Kadee uses similar terminology for the ability of
their couplers to push, uncoupled, a car to another spot.
You simply use a wand to push one coupler to the side
as they meet.

Don


----------



## powersteamguy1790

Convert all your cars to MT couplers. This goes for all diesel locomotives as well as the tenders of steam locomotives.


----------



## Cycleops

I use micro trains couplers on most of my N stuff and they are very reliable. They also work with majority of lookalikes the exception being Kato where results vary. If you want to stick the MTs they have a large inventory of conversions.


----------



## Butterball52113

Greetings all! 

Ok, I may start looking into swapping out the couplers on my rolling stock. 

My rapido rolling stock keeps coming loose...which I find odd-weren't those the most reliable - just ugly? 

I am still confused - can you just swap coupler or does it have to be the entire truck/wheel/coupler assembly? Also - how do you know what ton truck you have or need on rolling stock?


----------



## rrjim1

I use all MT/Kadee n-scale trucks with couplers on all my old rolling stock. This way you don't have to worry about coupler height. Just replace the trucks, adjust the pin and your ready to run.


----------



## Cycleops

rrjim1 said:


> I use all MT/Kadee n-scale trucks with couplers on all my old rolling stock. This way you don't have to worry about coupler height. Just replace the trucks, adjust the pin and your ready to run.

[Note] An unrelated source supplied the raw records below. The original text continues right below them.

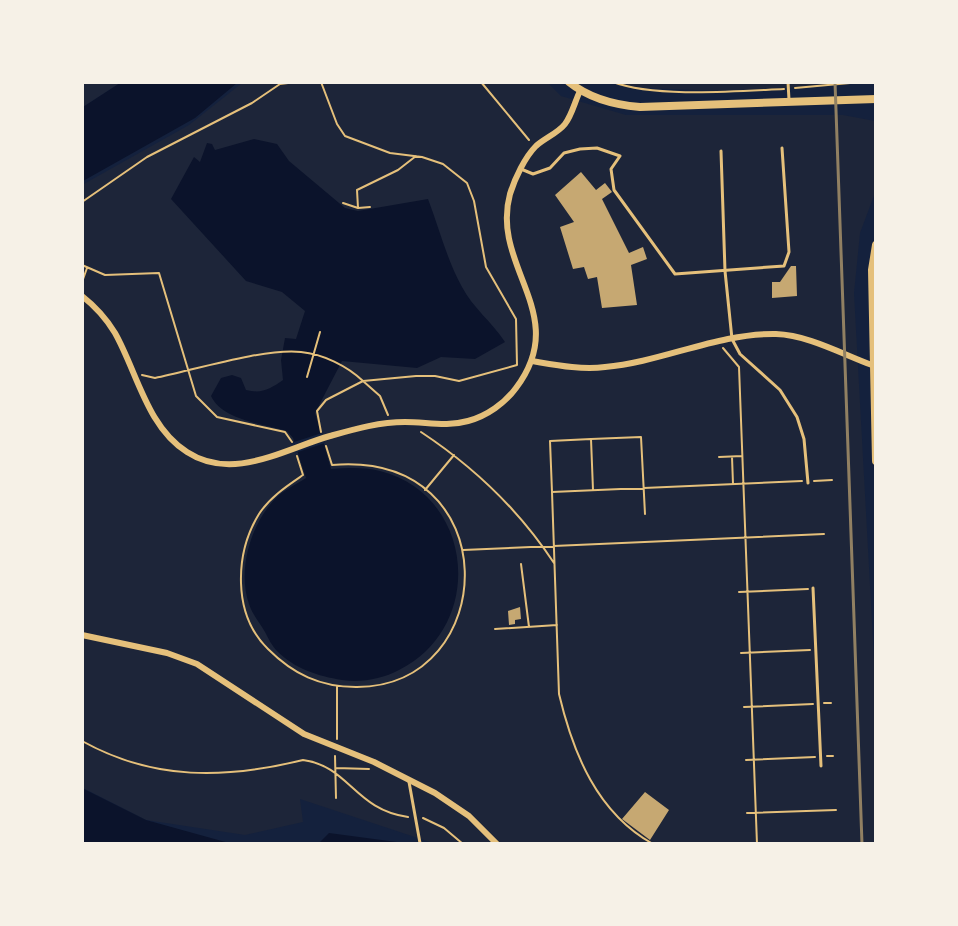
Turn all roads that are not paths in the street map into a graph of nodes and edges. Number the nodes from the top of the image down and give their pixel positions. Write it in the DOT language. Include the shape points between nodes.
graph roads {
  1 [pos="569,82"];
  2 [pos="788,82"];
  3 [pos="580,91"];
  4 [pos="876,93"];
  5 [pos="860,99"];
  6 [pos="876,100"];
  7 [pos="789,102"];
  8 [pos="782,148"];
  9 [pos="721,151"];
  10 [pos="521,169"];
  11 [pos="876,245"];
  12 [pos="725,271"];
  13 [pos="874,293"];
  14 [pos="82,296"];
  15 [pos="732,339"];
  16 [pos="532,361"];
  17 [pos="872,365"];
  18 [pos="876,460"];
  19 [pos="808,482"];
  20 [pos="813,588"];
  21 [pos="82,635"];
  22 [pos="821,766"];
  23 [pos="409,780"];
  24 [pos="420,843"];
  25 [pos="497,843"];
  1 -- 3 [label="main road"];
  2 -- 7 [label="lane"];
  3 -- 7 [label="main road" via="609,102 640,107"];
  3 -- 10 [label="street" via="565,124 535,147"];
  4 -- 5 [label="main road"];
  5 -- 6 [label="main road"];
  5 -- 7 [label="main road"];
  8 -- 12 [label="lane" via="789,252 784,266"];
  9 -- 12 [label="lane"];
  10 -- 12 [label="lane" via="533,174 550,168 564,153 580,149 597,148 620,156 611,170 614,190 675,274"];
  10 -- 16 [label="street" via="510,194 507,219 510,247 534,306 536,334"];
  11 -- 13 [label="main road"];
  12 -- 15 [label="lane"];
  13 -- 17 [label="main road"];
  14 -- 16 [label="street" via="99,310 115,333 155,418 187,453 206,461 234,465 257,461 374,424 445,425 470,421 493,410 511,395"];
  15 -- 16 [label="street" via="608,367"];
  15 -- 17 [label="street" via="776,334 798,337"];
  15 -- 19 [label="lane" via="740,354 780,390 797,417 804,439"];
  17 -- 18 [label="main road"];
  20 -- 22 [label="lane"];
  21 -- 23 [label="street" via="167,653 198,664 304,734"];
  23 -- 24 [label="lane"];
  23 -- 25 [label="street" via="469,816"];
}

Effective solution, could get a bit pricey though!


----------



## Butterball52113

Yeah - my feelings exactly. Very costly, however, my hands are so bad last time I tried just to change a coupler on a loco it took about an hour. Probably just replace in time & consider these fun projects to do with my son when he's older.


----------



## rrjim1

Butterball52113 said:


> Yeah - my feelings exactly. Very costly, however, my hands are so bad last time I tried just to change a coupler on a loco it took about an hour. Probably just replace in time & consider these fun projects to do with my son when he's older.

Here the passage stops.